What you will do: Below is a listing to repeat exactly, with its pictures left out.

Excerpted data:
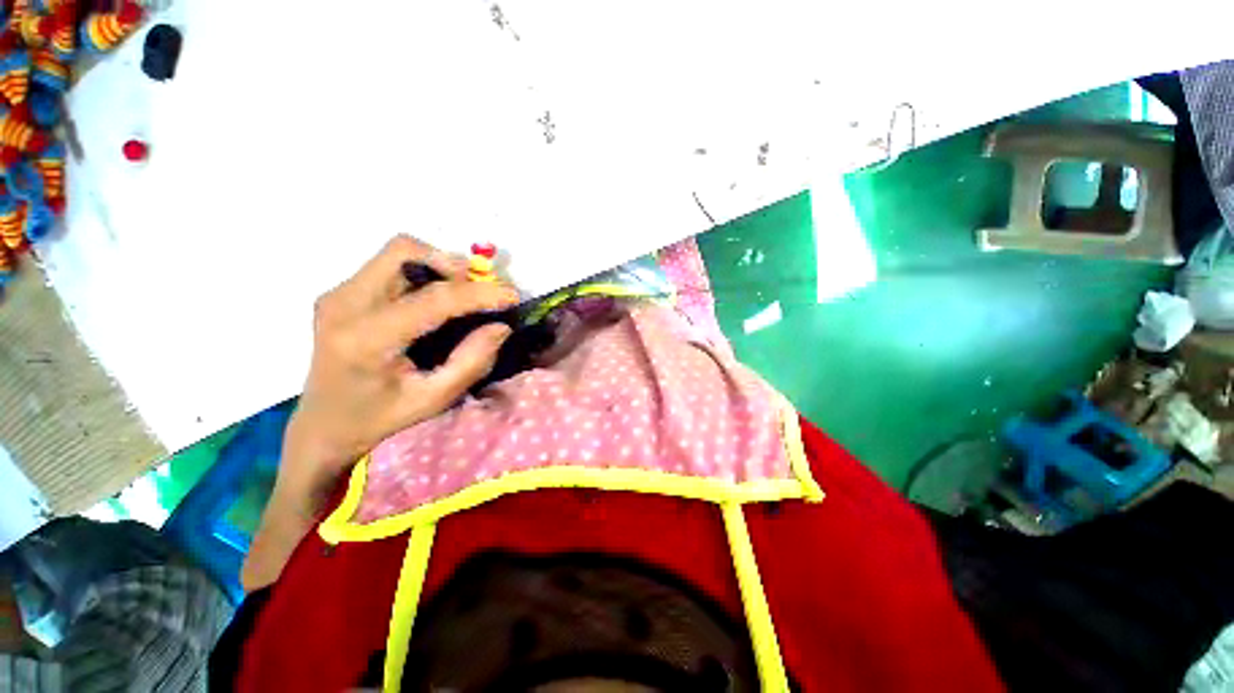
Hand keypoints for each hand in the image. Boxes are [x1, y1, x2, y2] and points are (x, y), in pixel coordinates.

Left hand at [283, 235, 519, 499]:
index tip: (512, 296)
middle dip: (453, 266)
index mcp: (367, 339)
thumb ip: (471, 361)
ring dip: (438, 267)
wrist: (323, 427)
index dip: (478, 293)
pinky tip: (435, 300)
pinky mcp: (340, 294)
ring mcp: (338, 295)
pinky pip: (390, 265)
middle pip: (404, 251)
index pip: (433, 298)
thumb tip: (501, 326)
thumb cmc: (380, 420)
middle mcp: (344, 305)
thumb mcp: (434, 399)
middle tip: (480, 292)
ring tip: (462, 296)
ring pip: (397, 252)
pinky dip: (423, 273)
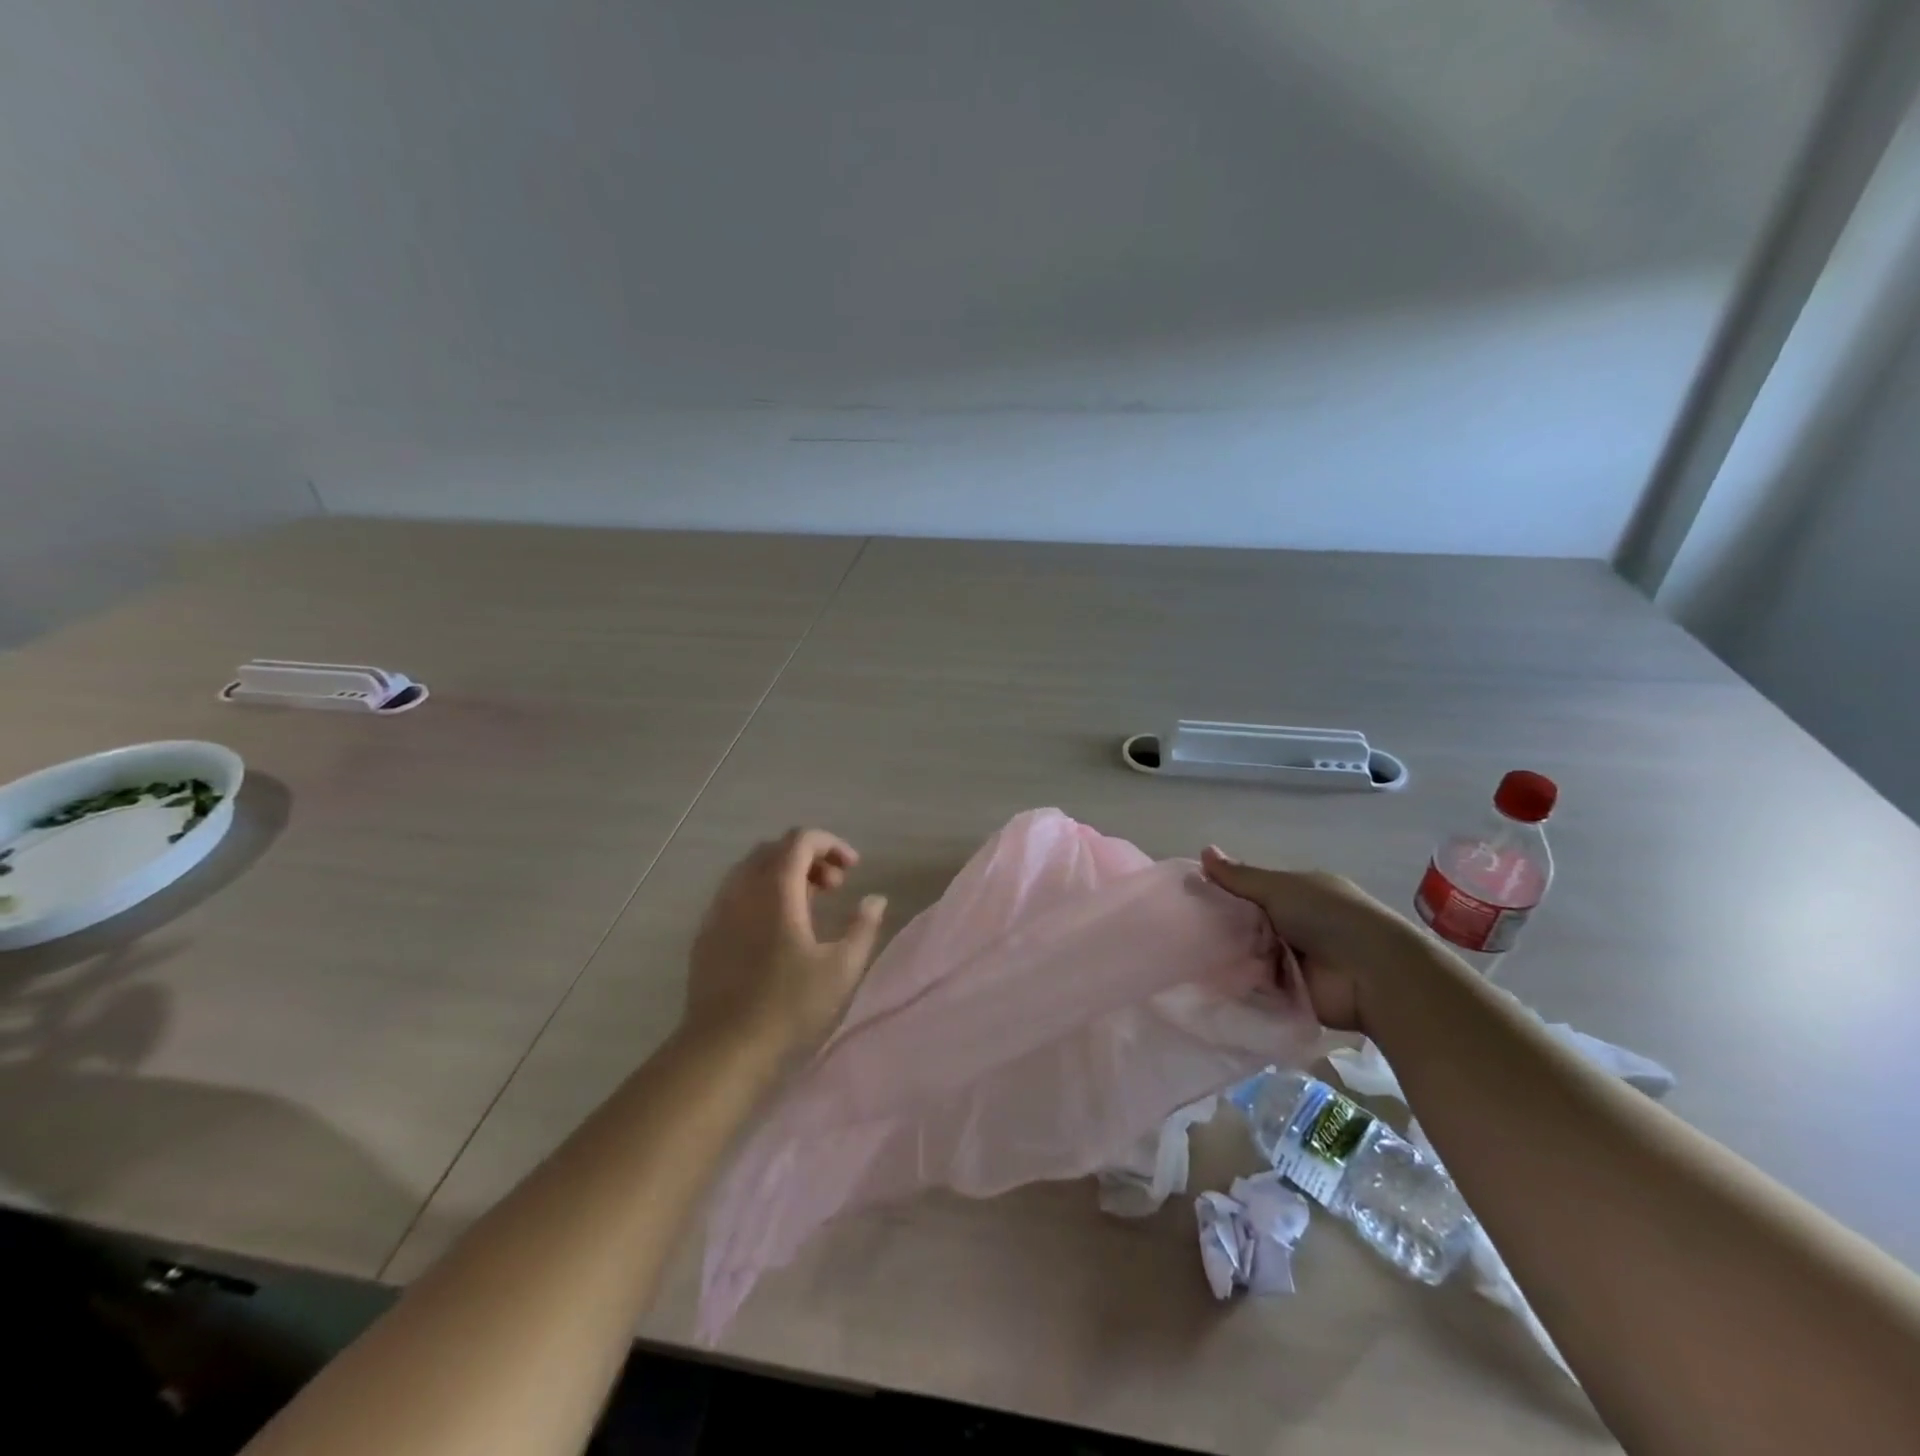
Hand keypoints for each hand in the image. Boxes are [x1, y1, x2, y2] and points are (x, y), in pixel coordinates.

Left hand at [685, 828, 887, 1059]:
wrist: (723, 1048)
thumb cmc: (788, 1005)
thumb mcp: (841, 968)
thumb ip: (863, 926)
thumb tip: (875, 899)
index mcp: (775, 889)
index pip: (800, 840)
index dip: (830, 844)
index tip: (853, 868)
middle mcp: (742, 889)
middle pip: (775, 849)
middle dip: (809, 857)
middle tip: (835, 887)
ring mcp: (718, 911)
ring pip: (752, 870)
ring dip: (784, 874)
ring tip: (809, 906)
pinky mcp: (706, 934)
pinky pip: (736, 893)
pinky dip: (762, 893)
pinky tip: (777, 929)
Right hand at [1201, 847, 1426, 1033]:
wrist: (1371, 974)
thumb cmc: (1327, 917)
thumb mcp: (1280, 888)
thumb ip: (1240, 877)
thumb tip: (1204, 851)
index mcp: (1297, 894)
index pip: (1251, 891)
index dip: (1223, 893)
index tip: (1189, 897)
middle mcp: (1295, 926)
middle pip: (1247, 925)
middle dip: (1221, 928)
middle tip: (1183, 930)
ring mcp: (1294, 962)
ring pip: (1249, 956)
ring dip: (1228, 957)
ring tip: (1187, 956)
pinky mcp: (1291, 994)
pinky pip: (1256, 987)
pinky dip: (1238, 985)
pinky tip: (1205, 981)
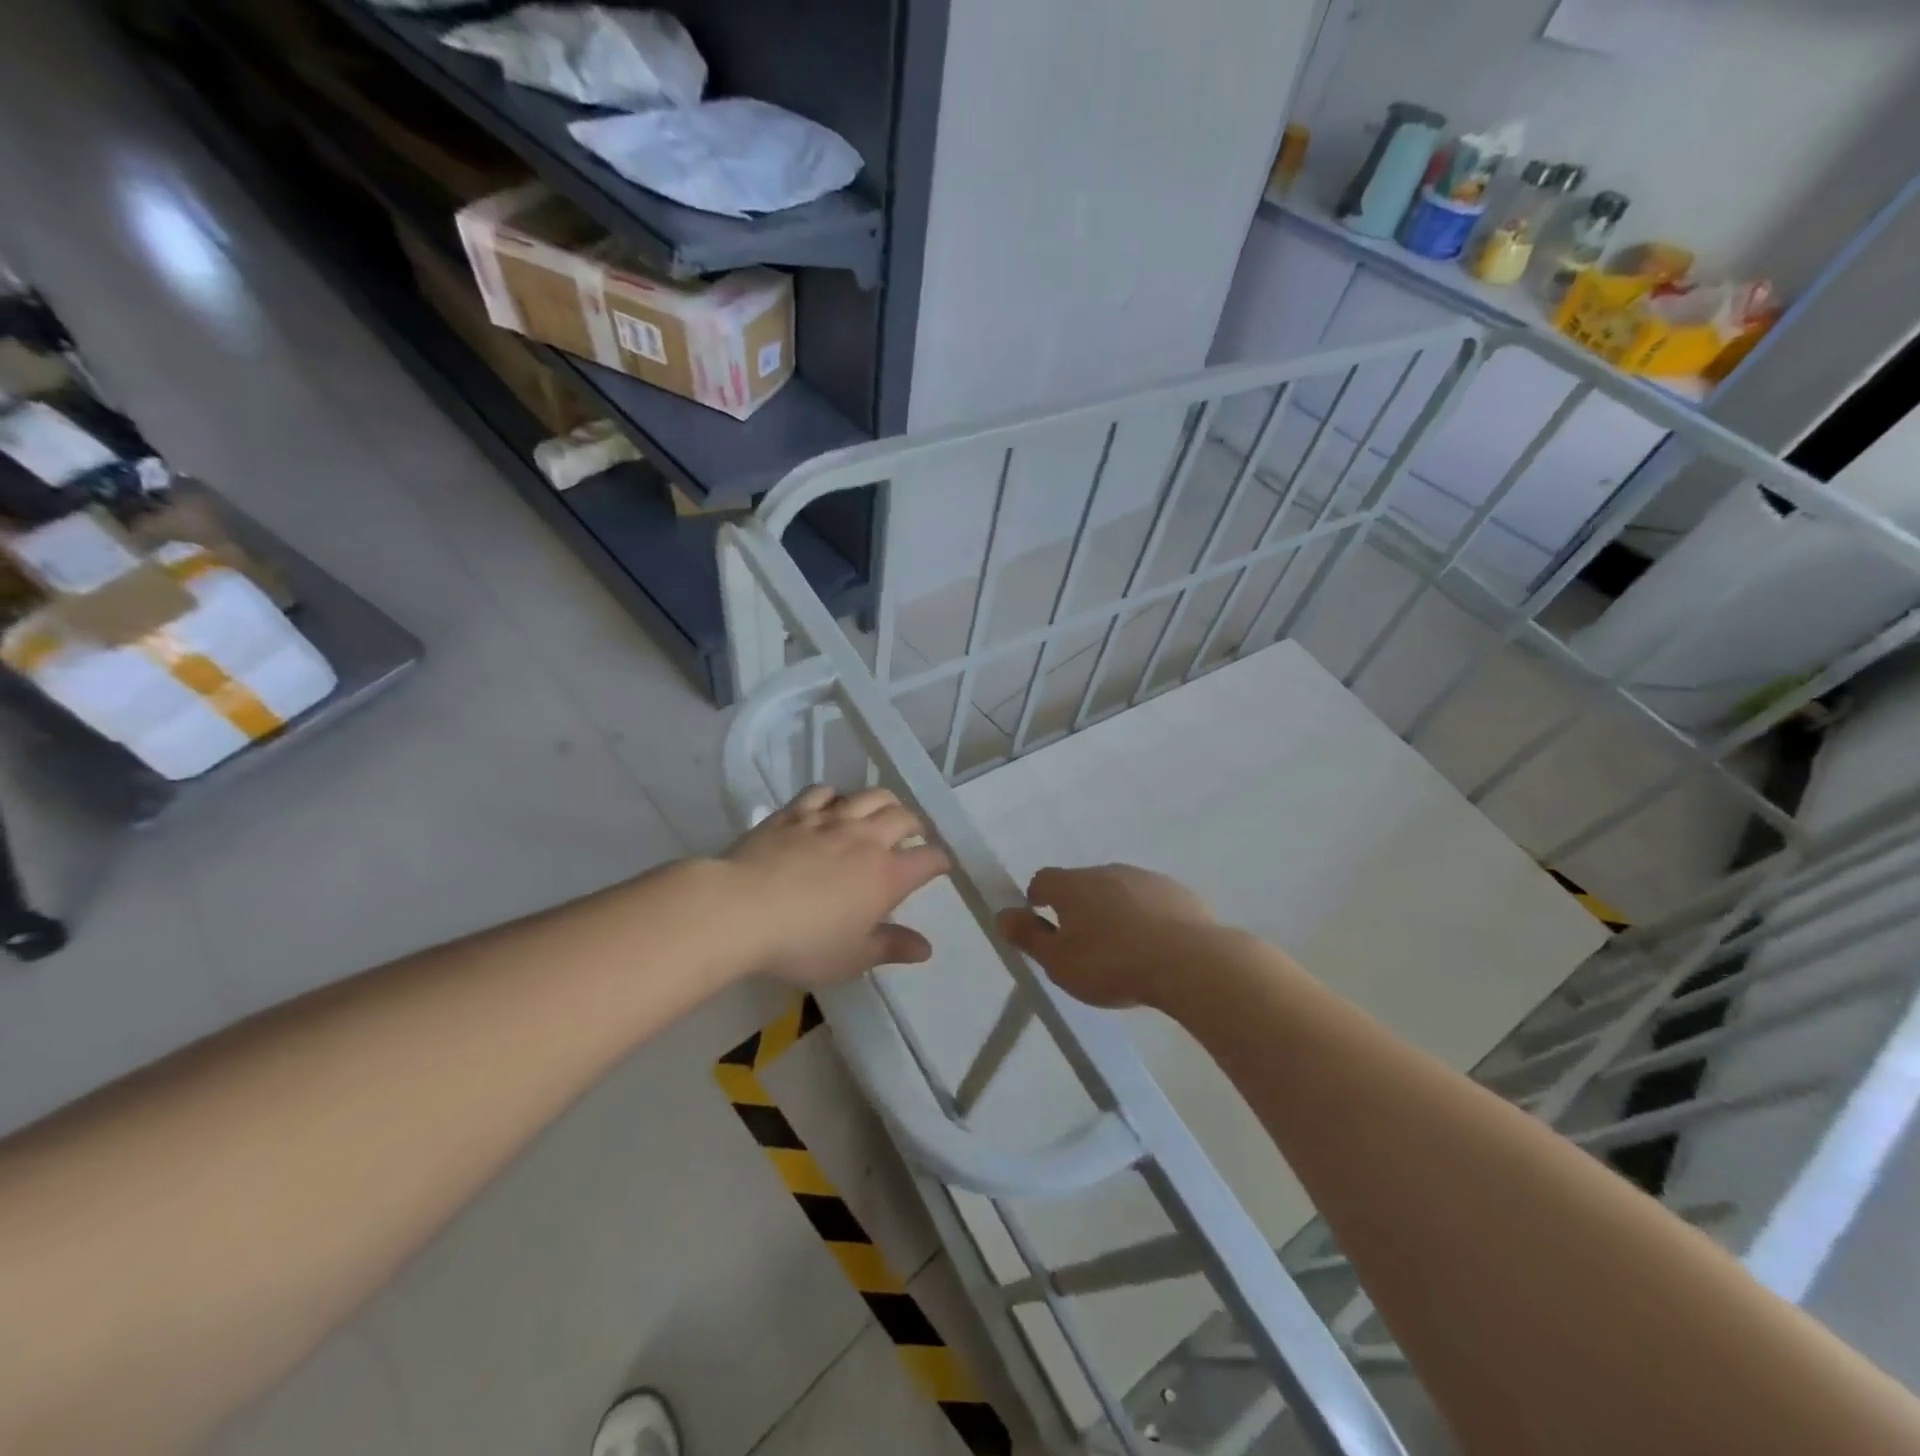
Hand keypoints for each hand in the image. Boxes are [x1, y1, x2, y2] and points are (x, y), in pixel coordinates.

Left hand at [720, 786, 949, 986]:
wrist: (740, 910)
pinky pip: (823, 792)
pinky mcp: (794, 813)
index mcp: (886, 875)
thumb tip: (925, 947)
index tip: (941, 867)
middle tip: (914, 835)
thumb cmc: (802, 943)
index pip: (928, 859)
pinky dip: (836, 796)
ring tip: (883, 812)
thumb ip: (891, 947)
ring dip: (884, 801)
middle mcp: (865, 839)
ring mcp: (828, 820)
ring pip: (869, 795)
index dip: (940, 861)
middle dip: (916, 825)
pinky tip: (832, 804)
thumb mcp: (852, 958)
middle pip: (903, 817)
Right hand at [997, 864, 1216, 1008]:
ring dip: (1115, 913)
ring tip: (1123, 953)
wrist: (1190, 962)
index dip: (1038, 901)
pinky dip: (1147, 919)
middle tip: (1084, 948)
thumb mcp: (1059, 963)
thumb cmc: (1112, 964)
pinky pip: (1152, 903)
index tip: (1043, 927)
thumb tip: (1002, 914)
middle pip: (1083, 885)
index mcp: (1073, 885)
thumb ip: (1029, 938)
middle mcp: (1108, 871)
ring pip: (1119, 892)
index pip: (1043, 880)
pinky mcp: (1179, 893)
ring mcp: (1146, 878)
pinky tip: (1156, 950)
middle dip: (1079, 909)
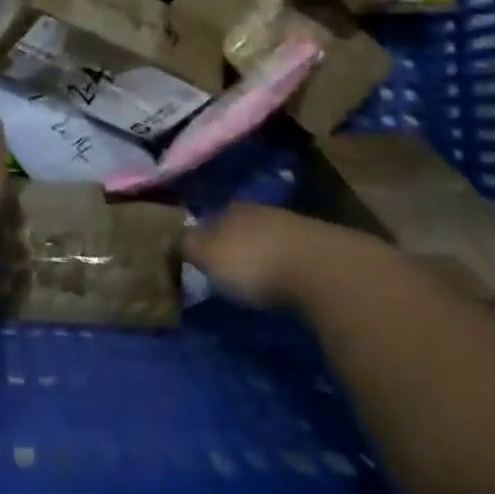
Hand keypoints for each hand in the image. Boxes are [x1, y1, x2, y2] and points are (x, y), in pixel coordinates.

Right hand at [184, 202, 371, 308]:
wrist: (324, 270)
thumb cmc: (255, 261)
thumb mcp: (208, 254)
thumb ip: (188, 245)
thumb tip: (170, 239)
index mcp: (232, 209)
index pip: (210, 217)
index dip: (202, 236)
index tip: (197, 256)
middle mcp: (262, 211)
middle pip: (241, 227)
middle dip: (233, 245)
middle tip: (224, 270)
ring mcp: (295, 228)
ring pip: (269, 240)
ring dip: (262, 256)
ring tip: (255, 280)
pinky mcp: (323, 251)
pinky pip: (293, 258)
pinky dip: (286, 269)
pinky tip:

Answer to the problem:
Hand keypoints for each hand in the image. Boxes are [x1, y1, x2, y2] and points are (x, y), in pixel coordinates.

Left hand at [283, 235, 519, 499]:
index tip: (512, 296)
middle dip: (453, 266)
index mcp: (367, 339)
thumb ip: (471, 361)
ring dip: (438, 267)
wrist: (323, 427)
index dip: (478, 293)
pinky tip: (435, 300)
pinky mcp: (340, 294)
ring mcp: (338, 295)
pinky pip: (390, 265)
middle pip: (404, 251)
index pip: (433, 298)
thumb tip: (501, 326)
thumb cmc: (380, 420)
middle mcp: (344, 305)
thumb mcp: (434, 399)
middle tip: (480, 292)
ring tip: (462, 296)
ring pip: (397, 252)
pinky dip: (423, 273)
Hand keypoints for each hand in the image. Boxes are [x1, y1, x2, y2] and points are (x, y), in pixel coordinates.

Left hand at [685, 828, 887, 1059]:
wrist: (723, 1048)
thumb cmc: (788, 1005)
thumb mcp: (841, 968)
thumb ip: (863, 926)
thumb tip: (875, 899)
index mcp: (775, 889)
index pip: (800, 840)
index dip: (830, 844)
index tip: (853, 868)
middle mcp: (742, 889)
middle pip: (775, 849)
middle dip: (809, 857)
middle tip: (835, 887)
ring mcp: (718, 911)
ring pip: (752, 870)
ring dip: (784, 874)
ring tip: (809, 906)
pinky mcp: (706, 934)
pinky pip: (736, 893)
pinky dip: (762, 893)
pinky tip: (777, 929)
Right hand at [1201, 847, 1426, 1033]:
wrist: (1371, 974)
thumb cmc: (1327, 917)
thumb mcp: (1280, 888)
thumb ip: (1240, 877)
thumb tip: (1204, 851)
index mcp: (1297, 894)
index pip: (1251, 891)
index dip: (1223, 893)
index tip: (1189, 897)
middle mcp: (1295, 926)
middle pip: (1247, 925)
middle dip: (1221, 928)
middle tip: (1183, 930)
ring mcp: (1294, 962)
ring pip: (1249, 956)
ring dip: (1228, 957)
ring tip: (1187, 956)
pinky mcp: (1291, 994)
pinky pip: (1256, 987)
pinky dip: (1238, 985)
pinky tip: (1205, 981)
Hand keypoints for each hand in the image. Boxes are [x1, y1, x2, y2] and points are (x, y), in pixel coordinates.

Left hand at [720, 786, 949, 986]:
wrist: (740, 910)
pinky pip: (823, 792)
pinky mcp: (794, 813)
index mcp: (886, 875)
thumb tip: (925, 947)
index tip: (941, 867)
middle tip: (914, 835)
thumb cmc: (802, 943)
index pip: (928, 859)
pinky dip: (836, 796)
ring tip: (883, 812)
thumb ip: (891, 947)
ring dip: (884, 801)
middle mcp: (865, 839)
ring mcp: (828, 820)
ring pip: (869, 795)
index dip: (940, 861)
middle dip: (916, 825)
pinky tip: (832, 804)
thumb mcp: (852, 958)
middle pip: (903, 817)
Right hand at [997, 864, 1216, 1008]:
ring dip: (1115, 913)
ring tip: (1123, 953)
wrist: (1190, 962)
index dip: (1038, 901)
pinky dip: (1147, 919)
middle tip: (1084, 948)
thumb mcp: (1059, 963)
thumb cmc: (1112, 964)
pinky pip: (1152, 903)
index tip: (1043, 927)
thumb tip: (1002, 914)
middle pip: (1083, 885)
index mcp: (1073, 885)
thumb ip: (1029, 938)
middle mcp: (1108, 871)
ring pip: (1119, 892)
index pip: (1043, 880)
pinky mcp: (1179, 893)
ring mcp: (1146, 878)
pinky tip: (1156, 950)
middle dip: (1079, 909)
Hand keypoints for each hand in the image. Boxes are [x1, y1, x2, y2] and points are (x, y), in pixel coordinates.

Right hand at [184, 202, 371, 308]:
wrist: (324, 270)
thumb cmc: (255, 261)
thumb mcp: (208, 254)
thumb ip: (188, 245)
thumb tip: (170, 239)
index mcp: (232, 209)
index pip: (210, 217)
index dip: (202, 236)
index tip: (197, 256)
middle mcp: (262, 211)
middle pip: (241, 227)
middle dip: (233, 245)
middle tip: (224, 270)
ring mcp: (295, 228)
ring pip: (269, 240)
ring dip: (262, 256)
ring tip: (255, 280)
pinky mcp: (323, 251)
pinky pip: (293, 258)
pinky dip: (286, 269)
pinky tip:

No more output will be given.